The protective effect of BLF was clear in the infants weighing less than 1000 g, whereas it did not reach statistical significance in those weighing 1001 to 1500 g. This may be because ELBW infants received higher per-kilogram BLF doses and longer treatment courses. Of note, HLF concentration in milk from mothers of ELBW infants is significantly higher than in that of mothers of infants with higher birth weight.³⁴ Supplemental BLF administered at concentrations adjusted for the degree of prematurity may further improve outcomes. Alternatively, a higher dose of BLF may need to be been given for a longer time to the subgroup weighing 1001 to 1500 g.

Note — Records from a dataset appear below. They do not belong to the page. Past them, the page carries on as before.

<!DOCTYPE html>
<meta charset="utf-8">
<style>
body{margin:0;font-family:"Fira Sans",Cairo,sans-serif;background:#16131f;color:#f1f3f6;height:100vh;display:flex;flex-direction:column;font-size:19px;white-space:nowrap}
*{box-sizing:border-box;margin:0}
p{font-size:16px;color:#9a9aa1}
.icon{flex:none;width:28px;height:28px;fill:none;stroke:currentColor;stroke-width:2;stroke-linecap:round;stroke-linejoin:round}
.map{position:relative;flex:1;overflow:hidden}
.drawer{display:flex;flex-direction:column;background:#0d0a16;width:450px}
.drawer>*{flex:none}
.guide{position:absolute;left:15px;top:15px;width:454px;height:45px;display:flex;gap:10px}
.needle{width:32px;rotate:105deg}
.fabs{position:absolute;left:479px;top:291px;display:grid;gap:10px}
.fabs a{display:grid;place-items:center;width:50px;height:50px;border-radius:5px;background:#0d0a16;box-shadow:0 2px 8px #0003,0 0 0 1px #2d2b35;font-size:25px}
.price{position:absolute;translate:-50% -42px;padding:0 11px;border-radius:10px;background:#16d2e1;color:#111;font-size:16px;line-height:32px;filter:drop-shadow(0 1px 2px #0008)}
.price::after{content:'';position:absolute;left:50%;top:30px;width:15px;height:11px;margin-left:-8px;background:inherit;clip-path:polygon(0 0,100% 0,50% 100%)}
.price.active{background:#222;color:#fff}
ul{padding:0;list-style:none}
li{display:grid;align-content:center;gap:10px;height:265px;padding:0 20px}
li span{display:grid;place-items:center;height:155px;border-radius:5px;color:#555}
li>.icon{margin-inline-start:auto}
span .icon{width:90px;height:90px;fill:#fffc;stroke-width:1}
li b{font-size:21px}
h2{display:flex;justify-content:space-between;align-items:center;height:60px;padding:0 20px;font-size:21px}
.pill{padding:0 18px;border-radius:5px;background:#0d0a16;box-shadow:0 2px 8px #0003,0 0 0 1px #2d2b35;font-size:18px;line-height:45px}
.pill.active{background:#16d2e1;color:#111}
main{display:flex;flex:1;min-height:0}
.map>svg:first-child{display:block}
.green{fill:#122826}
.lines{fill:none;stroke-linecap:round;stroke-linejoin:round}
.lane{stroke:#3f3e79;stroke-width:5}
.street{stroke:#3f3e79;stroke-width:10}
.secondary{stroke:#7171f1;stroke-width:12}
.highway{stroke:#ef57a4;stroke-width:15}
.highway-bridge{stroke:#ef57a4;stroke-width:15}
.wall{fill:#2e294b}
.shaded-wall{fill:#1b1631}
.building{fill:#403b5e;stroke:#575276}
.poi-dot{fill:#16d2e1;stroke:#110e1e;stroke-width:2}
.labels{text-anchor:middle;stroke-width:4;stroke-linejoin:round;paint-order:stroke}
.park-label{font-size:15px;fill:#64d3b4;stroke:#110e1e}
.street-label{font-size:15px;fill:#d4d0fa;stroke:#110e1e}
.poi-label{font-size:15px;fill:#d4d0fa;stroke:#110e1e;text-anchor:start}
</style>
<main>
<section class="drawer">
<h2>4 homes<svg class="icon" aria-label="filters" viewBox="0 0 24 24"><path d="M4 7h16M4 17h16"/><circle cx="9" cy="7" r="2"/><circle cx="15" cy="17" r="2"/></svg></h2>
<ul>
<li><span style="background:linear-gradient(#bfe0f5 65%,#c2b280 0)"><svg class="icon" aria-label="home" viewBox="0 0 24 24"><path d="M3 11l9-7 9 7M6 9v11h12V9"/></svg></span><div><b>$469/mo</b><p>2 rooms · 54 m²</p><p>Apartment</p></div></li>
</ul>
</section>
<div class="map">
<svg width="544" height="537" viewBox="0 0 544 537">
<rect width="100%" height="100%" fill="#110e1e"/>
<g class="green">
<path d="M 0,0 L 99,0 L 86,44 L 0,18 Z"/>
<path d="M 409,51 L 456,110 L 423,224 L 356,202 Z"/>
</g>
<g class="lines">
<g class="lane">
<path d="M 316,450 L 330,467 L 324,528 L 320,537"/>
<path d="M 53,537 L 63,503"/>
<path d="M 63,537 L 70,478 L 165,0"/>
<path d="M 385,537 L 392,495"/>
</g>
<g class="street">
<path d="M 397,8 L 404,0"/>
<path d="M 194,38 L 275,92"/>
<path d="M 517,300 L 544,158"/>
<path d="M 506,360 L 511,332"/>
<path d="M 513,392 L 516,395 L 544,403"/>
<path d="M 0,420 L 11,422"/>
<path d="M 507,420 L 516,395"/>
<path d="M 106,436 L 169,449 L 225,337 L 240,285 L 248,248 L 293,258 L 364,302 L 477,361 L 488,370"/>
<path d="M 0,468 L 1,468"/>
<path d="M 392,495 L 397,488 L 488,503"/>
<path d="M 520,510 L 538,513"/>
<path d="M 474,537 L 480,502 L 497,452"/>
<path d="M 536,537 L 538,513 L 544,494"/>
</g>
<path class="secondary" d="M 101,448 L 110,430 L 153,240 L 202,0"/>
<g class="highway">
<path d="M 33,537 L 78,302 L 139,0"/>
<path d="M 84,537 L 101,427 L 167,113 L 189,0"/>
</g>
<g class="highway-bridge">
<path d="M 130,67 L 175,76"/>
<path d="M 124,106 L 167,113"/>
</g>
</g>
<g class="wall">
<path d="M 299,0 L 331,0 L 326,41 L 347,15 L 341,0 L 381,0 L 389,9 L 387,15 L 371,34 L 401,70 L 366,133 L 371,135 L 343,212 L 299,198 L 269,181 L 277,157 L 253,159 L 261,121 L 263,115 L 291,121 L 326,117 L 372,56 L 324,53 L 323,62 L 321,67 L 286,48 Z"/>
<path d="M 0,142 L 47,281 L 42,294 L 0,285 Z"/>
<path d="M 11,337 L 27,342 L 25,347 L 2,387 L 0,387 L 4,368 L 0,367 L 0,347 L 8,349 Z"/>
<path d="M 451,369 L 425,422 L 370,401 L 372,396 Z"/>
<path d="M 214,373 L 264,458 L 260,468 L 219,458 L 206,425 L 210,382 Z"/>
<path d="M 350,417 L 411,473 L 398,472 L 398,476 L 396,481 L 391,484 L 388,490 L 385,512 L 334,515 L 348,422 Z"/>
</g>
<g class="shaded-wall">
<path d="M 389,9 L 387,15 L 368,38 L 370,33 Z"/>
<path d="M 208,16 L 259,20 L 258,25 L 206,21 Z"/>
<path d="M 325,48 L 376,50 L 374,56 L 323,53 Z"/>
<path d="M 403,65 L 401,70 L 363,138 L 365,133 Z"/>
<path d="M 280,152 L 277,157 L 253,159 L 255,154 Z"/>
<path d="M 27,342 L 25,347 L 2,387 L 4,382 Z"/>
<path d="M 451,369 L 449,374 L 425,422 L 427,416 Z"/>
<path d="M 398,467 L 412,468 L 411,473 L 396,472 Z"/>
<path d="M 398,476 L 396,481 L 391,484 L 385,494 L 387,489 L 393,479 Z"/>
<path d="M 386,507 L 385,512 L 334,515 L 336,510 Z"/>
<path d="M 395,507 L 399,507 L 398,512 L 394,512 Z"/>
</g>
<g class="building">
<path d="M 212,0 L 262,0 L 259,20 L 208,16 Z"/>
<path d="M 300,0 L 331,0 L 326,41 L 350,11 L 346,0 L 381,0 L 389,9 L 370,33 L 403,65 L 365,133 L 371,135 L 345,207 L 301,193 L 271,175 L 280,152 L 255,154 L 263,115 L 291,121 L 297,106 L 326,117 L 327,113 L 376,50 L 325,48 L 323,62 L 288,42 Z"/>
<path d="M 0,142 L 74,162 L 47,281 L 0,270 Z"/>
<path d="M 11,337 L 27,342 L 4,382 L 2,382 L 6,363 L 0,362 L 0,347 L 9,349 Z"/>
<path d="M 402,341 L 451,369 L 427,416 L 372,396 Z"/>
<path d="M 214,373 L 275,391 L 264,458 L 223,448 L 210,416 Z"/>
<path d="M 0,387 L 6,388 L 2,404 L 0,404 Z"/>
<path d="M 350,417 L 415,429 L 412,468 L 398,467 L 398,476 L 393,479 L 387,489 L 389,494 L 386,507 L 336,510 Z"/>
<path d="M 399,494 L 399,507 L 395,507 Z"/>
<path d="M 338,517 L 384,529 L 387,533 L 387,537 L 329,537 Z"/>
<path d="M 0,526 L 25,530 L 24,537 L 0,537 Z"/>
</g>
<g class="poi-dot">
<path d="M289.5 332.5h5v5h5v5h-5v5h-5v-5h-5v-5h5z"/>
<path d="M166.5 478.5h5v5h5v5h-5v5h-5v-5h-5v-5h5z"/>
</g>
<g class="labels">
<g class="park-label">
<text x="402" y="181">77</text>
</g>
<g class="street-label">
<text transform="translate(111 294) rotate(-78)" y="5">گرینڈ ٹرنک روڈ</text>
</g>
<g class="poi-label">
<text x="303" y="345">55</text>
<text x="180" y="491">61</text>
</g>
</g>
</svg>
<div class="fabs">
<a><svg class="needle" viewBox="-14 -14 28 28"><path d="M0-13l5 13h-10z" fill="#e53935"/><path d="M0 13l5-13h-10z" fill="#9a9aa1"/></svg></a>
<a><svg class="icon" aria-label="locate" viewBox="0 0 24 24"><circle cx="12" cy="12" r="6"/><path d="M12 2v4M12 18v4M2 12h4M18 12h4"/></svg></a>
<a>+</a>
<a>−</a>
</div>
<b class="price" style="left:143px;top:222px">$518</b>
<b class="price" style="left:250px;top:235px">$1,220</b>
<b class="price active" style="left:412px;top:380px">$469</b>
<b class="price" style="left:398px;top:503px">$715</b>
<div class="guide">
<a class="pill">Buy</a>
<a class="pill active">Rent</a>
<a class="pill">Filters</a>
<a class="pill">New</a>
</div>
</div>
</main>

Lactobacillus rhamnosus GG interacts with BLF to boost the defenses of an immature intestine.¹⁵ Although incidence of late-onset sepsis in the treatment groups was too low to allow comparisons between BLF alone and BLF plus LGG, we did not observe any synergistic effect of LGG with BLF in preventing sepsis, in contrast with studies in mice.¹⁵ It is possible that LGG and BLF target the same mechanism(s) in humans, thereby excluding a cumulative effect. Alternatively, since BLF accelerates intestinal maturation in preterm infants,⁵ this might override the reported LGG effects and be responsible for a reduction of sepsis related to germ translocation.

Beneficial effects of LGG on fungal enteric colonization in preterm humans have been described¹⁷ but were not seen in our study. Wide intercenter variations in Candida gastrointestinal tract colonization have been reported.¹ It is possible that LGG plays a role additional to that of BLF when these rates are high. In the study cited, LGG decreased fungal colonization from 46% to 23%,¹⁶ whereas in our study colonization rate was 18.5% in controls.

Our study has some limitations. Generalizability is a potential limitation; in addition, the trial was underpowered to detect adverse events or to compare the 2 treatment groups. We administered a BLF dose based on the mean HLF intake that 1000-g infants usually ingest with mother's milk in their first weeks of life. Dose-finding studies should show whether different dosages or schedules fit better. No adverse effects were observed in the treated groups, in line with the considerable homology between BLF and HLF. However, although BLF is not reported as a milk protein responsible for nutritional intolerances or allergies, such events may become clinically evident after months or even years. Our study was limited to assessing infants at discharge. Since BLF has a mitigating effect on inflammation,³⁵ a primary cause of long-term complications of late-onset sepsis, BLF administration may, in turn, have long-term beneficial effects. Longer-term studies may be warranted.

Sepsis is the primary cause of death and long-term neurologic impairment in preterm VLBW neonates.^2- 3,17 Prevention of neonatal sepsis relies on hygiene measures, cautious use of invasive procedures, medication stewardship, administration of fresh maternal milk, and early diagnosis. Nevertheless, none of these interventions is fully effective in decreasing the burden of the disease and overall have not been subjected to randomized controlled trials. This study has demonstrated that supplemental BLF, either alone or in combination with LGG, reduces first episodes of late-onset sepsis in VLBW infants.